EXERCISE DIRECTIONS — The expected answer is every line from the material below that has the word "paths".

DATA IN THIS EXERCISE —
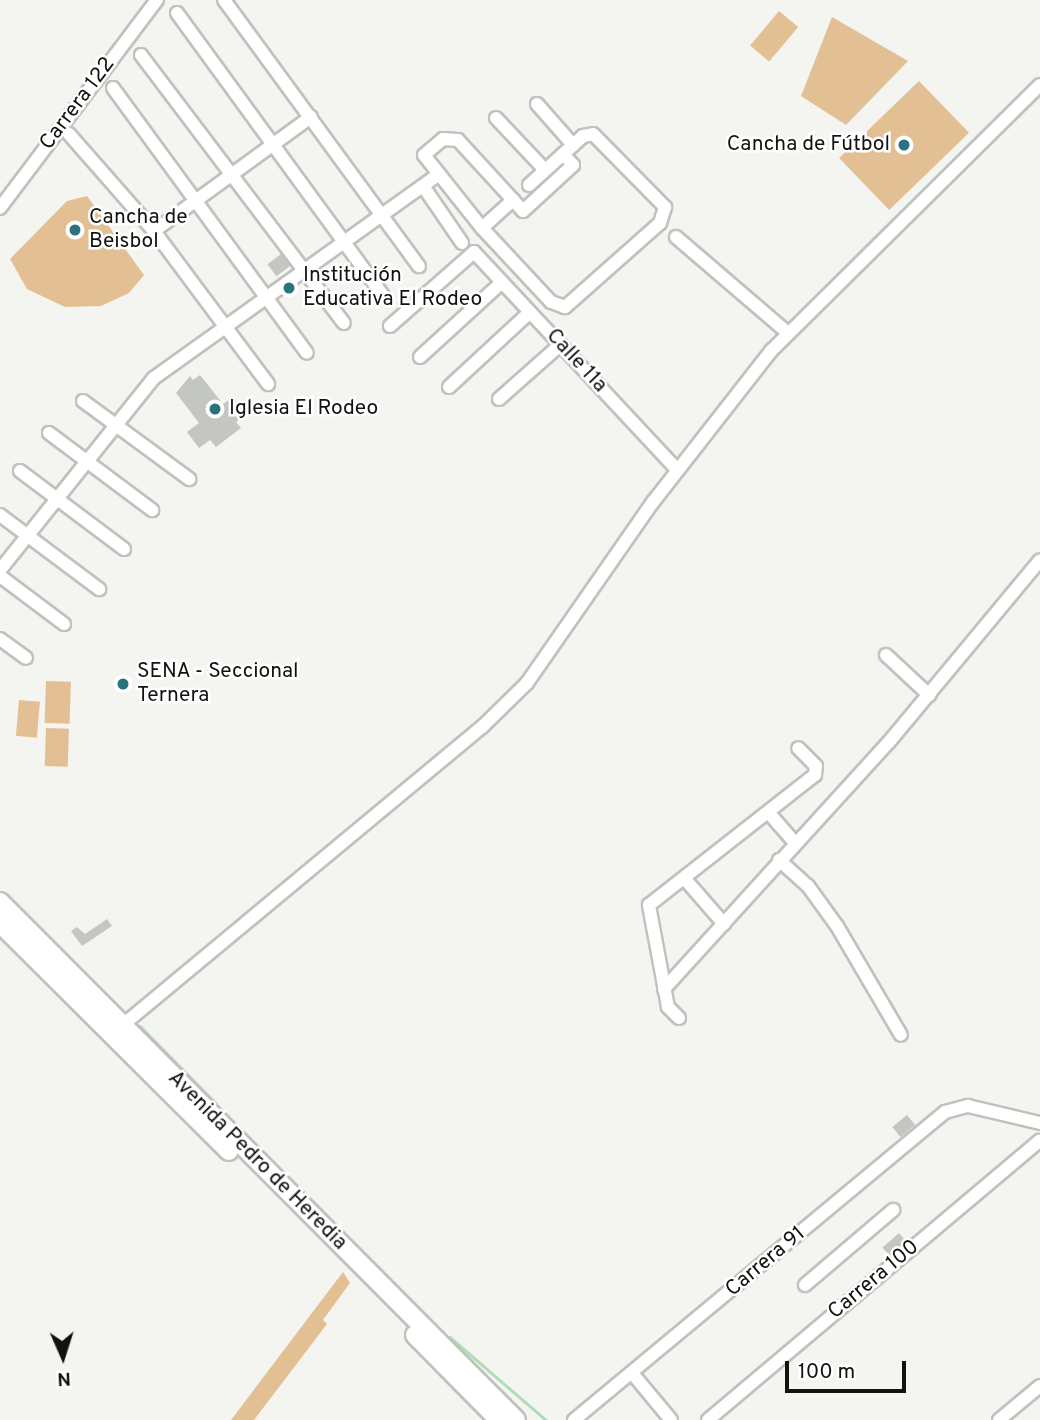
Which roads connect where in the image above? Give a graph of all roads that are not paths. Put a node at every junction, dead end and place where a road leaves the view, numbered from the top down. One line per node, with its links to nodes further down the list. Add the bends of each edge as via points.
1 (157, 0): 21 (street, Carrera 122)
2 (224, 0): 8 (street)
3 (177, 12): 11 (street)
4 (141, 55): 15 (street)
5 (1040, 85): 37 (street)
6 (113, 88): 20 (street)
7 (537, 104): 12 (street)
8 (311, 117): 11 (street); 22 (street)
9 (496, 118): 14 (street)
10 (69, 134): 24 (street)
11 (273, 145): 15 (street); 26 (street)
12 (573, 145): 13 (street); 23 (street, via 593,134 661,202 664,219 569,306 560,307)
13 (563, 154): 14 (street); 19 (street, via 573,165 523,211)
14 (545, 170): 17 (street)
15 (232, 175): 20 (street); 29 (street)
16 (436, 176): 18 (street); 19 (street, via 425,152 453,139); 23 (street)
17 (529, 185)
18 (423, 186): 22 (street, via 402,194); 27 (street)
19 (513, 200): 23 (street)
20 (195, 201): 24 (street); 32 (street)
21 (0, 208)
22 (382, 215): 26 (street); 28 (street)
23 (482, 228)
24 (154, 231): 35 (street)
25 (676, 237): 37 (street)
26 (344, 242): 29 (street); 31 (street)
27 (462, 243)
28 (419, 266)
29 (304, 270): 32 (street); 34 (street)
30 (502, 282): 33 (street, Calle 11a); 36 (street, Calle 11a, via 474,252); 40 (street)
31 (383, 295)
32 (265, 297): 35 (street); 39 (street)
33 (530, 312): 38 (street, Calle 11a); 42 (street)
34 (344, 323)
35 (224, 326): 41 (street); 45 (street, via 154,377)
36 (390, 326)
37 (788, 333): 48 (street)
38 (560, 345): 43 (street); 48 (street, Calle 11a)
39 (307, 353)
40 (419, 357)
41 (268, 384)
42 (449, 387)
43 (499, 399)
44 (83, 401): 45 (street)
45 (112, 423): 47 (street); 50 (street)
46 (49, 433): 47 (street)
47 (84, 461): 51 (street); 52 (street)
48 (677, 470): 75 (street, via 527,683 482,727)
49 (20, 471): 51 (street)
50 (189, 479)
51 (56, 498): 54 (street); 55 (street)
52 (152, 510)
53 (0, 515): 54 (street)
54 (27, 535): 57 (street); 59 (street)
55 (124, 549)
56 (1040, 559): 64 (street)
57 (0, 570)
58 (0, 576): 60 (street)
59 (99, 589)
60 (64, 624)
61 (0, 639): 63 (street)
62 (886, 655): 64 (street)
63 (26, 657)
64 (929, 695): 67 (street)
65 (798, 748): 66 (street, via 817,770)
66 (768, 813): 67 (street); 69 (street)
67 (794, 843): 68 (street)
68 (779, 860): 72 (street); 76 (street, via 808,886 837,926)
69 (684, 878): 72 (street); 73 (street, via 649,905)
70 (0, 902): 75 (highway, Avenida Pedro de Heredia)
71 (0, 923): 75 (highway, Avenida Pedro de Heredia)
72 (724, 924): 73 (street)
73 (664, 989): 74 (street, via 668,1007)
74 (679, 1018)
75 (116, 1030): 83 (highway, Avenida Pedro de Heredia); 84 (highway, Avenida Pedro de Heredia)
76 (901, 1035)
77 (1040, 1123): 81 (street, Carrera 91, via 958,1106)
78 (1040, 1140): 87 (street, Carrera 100)
79 (892, 1210): 80 (street)
80 (805, 1285)
81 (632, 1373): 85 (street, Carrera 91); 86 (street)
82 (1040, 1386): 88 (street)
83 (499, 1420)
84 (516, 1420)
85 (574, 1420)
86 (671, 1420)
87 (708, 1420)
88 (999, 1420)

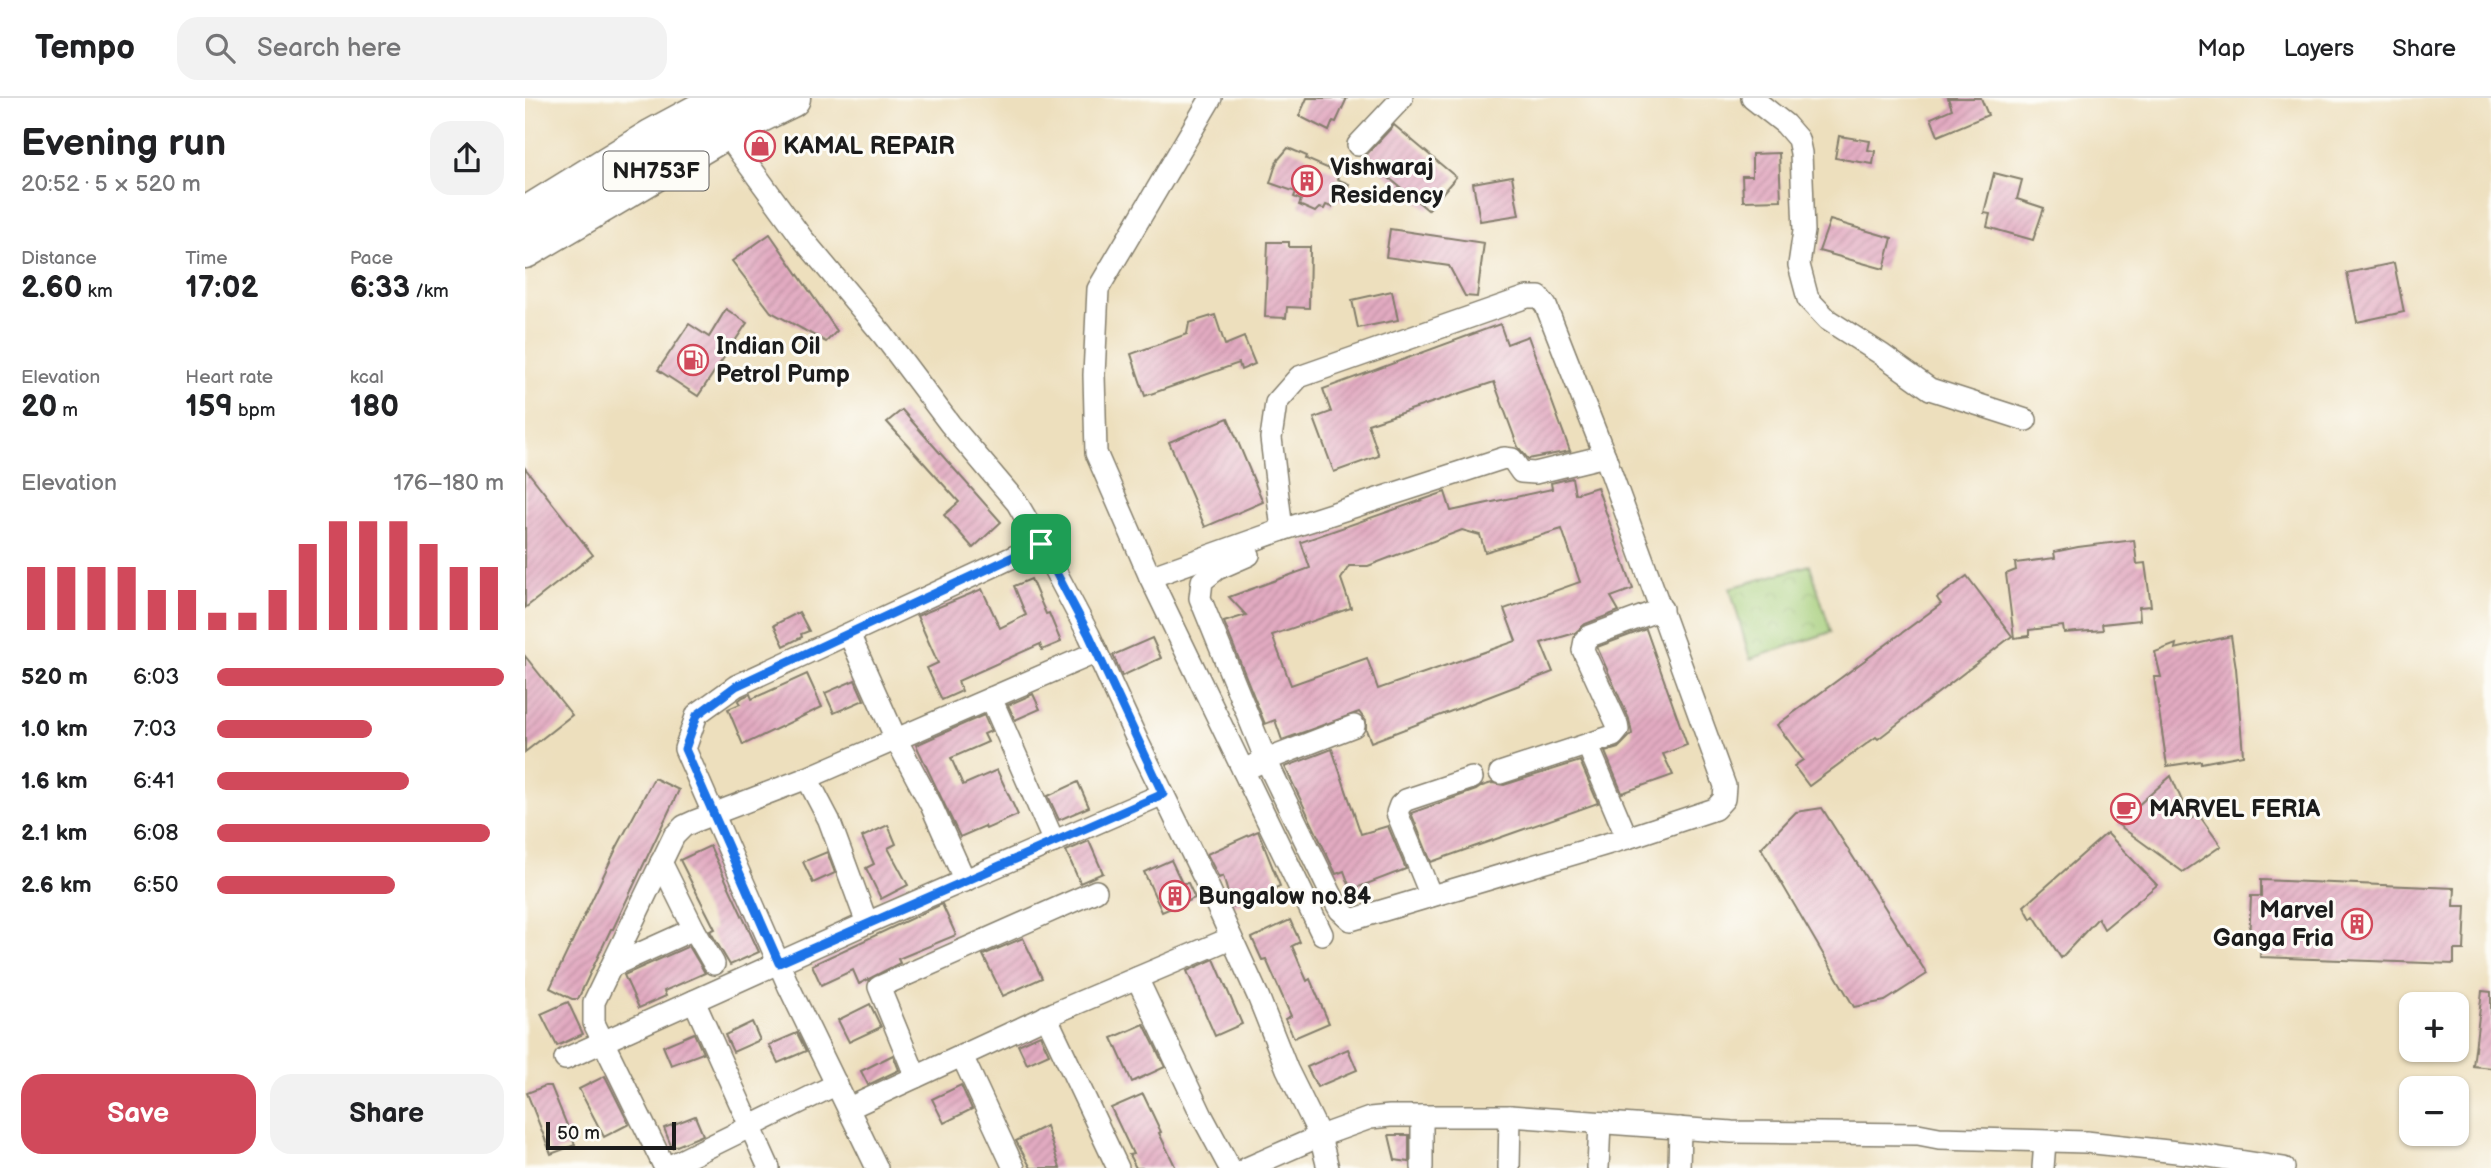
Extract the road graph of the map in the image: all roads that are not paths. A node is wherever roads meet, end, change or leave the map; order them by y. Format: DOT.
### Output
graph roads {
  1 [pos="791,98"];
  2 [pos="1211,98"];
  3 [pos="1752,98"];
  4 [pos="1395,101"];
  5 [pos="726,115"];
  6 [pos="1359,145"];
  7 [pos="525,217"];
  8 [pos="525,249"];
  9 [pos="2026,420"];
  10 [pos="1605,456"];
  11 [pos="1361,515"];
  12 [pos="1282,530"];
  13 [pos="1041,544"];
  14 [pos="1150,577"];
  15 [pos="1662,609"];
  16 [pos="849,634"];
  17 [pos="1097,652"];
  18 [pos="991,698"];
  19 [pos="1354,726"];
  20 [pos="896,739"];
  21 [pos="1588,746"];
  22 [pos="1266,760"];
  23 [pos="1243,770"];
  24 [pos="1500,773"];
  25 [pos="807,778"];
  26 [pos="1472,778"];
  27 [pos="1163,794"];
  28 [pos="713,815"];
  29 [pos="1627,838"];
  30 [pos="1054,842"];
  31 [pos="661,862"];
  32 [pos="965,881"];
  33 [pos="1096,891"];
  34 [pos="1431,895"];
  35 [pos="867,923"];
  36 [pos="694,929"];
  37 [pos="1322,934"];
  38 [pos="1231,938"];
  39 [pos="779,963"];
  40 [pos="714,964"];
  41 [pos="611,966"];
  42 [pos="1137,978"];
  43 [pos="694,1002"];
  44 [pos="1047,1016"];
  45 [pos="604,1042"];
  46 [pos="962,1056"];
  47 [pos="565,1059"];
  48 [pos="916,1077"];
  49 [pos="837,1084"];
  50 [pos="849,1108"];
  51 [pos="1422,1116"];
  52 [pos="1510,1116"];
  53 [pos="1600,1123"];
  54 [pos="753,1127"];
  55 [pos="1680,1128"];
  56 [pos="1320,1136"];
  57 [pos="2045,1142"];
  58 [pos="665,1168"];
  59 [pos="769,1168"];
  60 [pos="877,1168"];
  61 [pos="1014,1168"];
  62 [pos="1118,1168"];
  63 [pos="1230,1168"];
  64 [pos="1247,1168"];
  65 [pos="1328,1168"];
  66 [pos="1422,1168"];
  67 [pos="1509,1168"];
  68 [pos="1598,1168"];
  69 [pos="1679,1168"];
  70 [pos="2043,1168"];
  71 [pos="2284,1168"];
  1 -- 5 [label="highway, NH753F"];
  2 -- 14 [label="street"];
  3 -- 9 [label="street"];
  4 -- 6 [label="street"];
  5 -- 7 [label="highway, NH753F"];
  5 -- 8 [label="highway, NH753F"];
  5 -- 13 [label="street"];
  10 -- 12 [label="street"];
  10 -- 12 [label="street"];
  10 -- 15 [label="street"];
  11 -- 22 [label="street"];
  12 -- 14 [label="street"];
  13 -- 16 [label="street"];
  13 -- 17 [label="street"];
  14 -- 23 [label="street"];
  15 -- 21 [label="street"];
  15 -- 29 [label="street"];
  16 -- 20 [label="street"];
  16 -- 28 [label="street"];
  17 -- 18 [label="street"];
  17 -- 27 [label="street"];
  18 -- 20 [label="street"];
  18 -- 30 [label="street"];
  19 -- 22 [label="street"];
  20 -- 25 [label="street"];
  20 -- 32 [label="street"];
  21 -- 24 [label="street"];
  21 -- 29 [label="street"];
  22 -- 23 [label="street"];
  22 -- 34 [label="street"];
  23 -- 37 [label="street"];
  25 -- 28 [label="street"];
  25 -- 35 [label="street"];
  26 -- 34 [label="street"];
  27 -- 30 [label="street"];
  27 -- 38 [label="street"];
  28 -- 31 [label="street"];
  28 -- 39 [label="street"];
  29 -- 34 [label="street"];
  30 -- 32 [label="street"];
  31 -- 36 [label="street"];
  31 -- 41 [label="street"];
  32 -- 35 [label="street"];
  33 -- 48 [label="street"];
  35 -- 39 [label="street"];
  36 -- 40 [label="street"];
  36 -- 41 [label="street"];
  38 -- 42 [label="street"];
  38 -- 56 [label="street"];
  39 -- 43 [label="street"];
  39 -- 49 [label="street"];
  41 -- 45 [label="street"];
  42 -- 44 [label="street"];
  42 -- 63 [label="street"];
  43 -- 45 [label="street"];
  43 -- 54 [label="street"];
  44 -- 46 [label="street"];
  44 -- 62 [label="street"];
  45 -- 47 [label="street"];
  45 -- 58 [label="street"];
  46 -- 48 [label="street"];
  46 -- 61 [label="street"];
  48 -- 50 [label="street"];
  49 -- 50 [label="street"];
  49 -- 54 [label="street"];
  50 -- 60 [label="street"];
  51 -- 52 [label="street"];
  51 -- 56 [label="street"];
  51 -- 66 [label="street"];
  52 -- 53 [label="street"];
  52 -- 67 [label="street"];
  53 -- 55 [label="street"];
  53 -- 68 [label="street"];
  54 -- 58 [label="street"];
  54 -- 59 [label="street"];
  55 -- 57 [label="street"];
  55 -- 69 [label="street"];
  56 -- 64 [label="street"];
  56 -- 65 [label="street"];
  57 -- 70 [label="street"];
  57 -- 71 [label="street"];
}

OUTPUT FOR THIS EXERCISE —
Which roads connect where in the image above? Give a graph of all roads that are not paths. Put a node at every junction, dead end and place where a road leaves the view, numbered from the top down. One line per node, with its links to nodes further down the list. Add the bends of each edge as via points.
Extract the road graph of the map in the image: all roads that are not paths. A node is wherever roads meet, end, change or leave the map; order them by y. Format: DOT.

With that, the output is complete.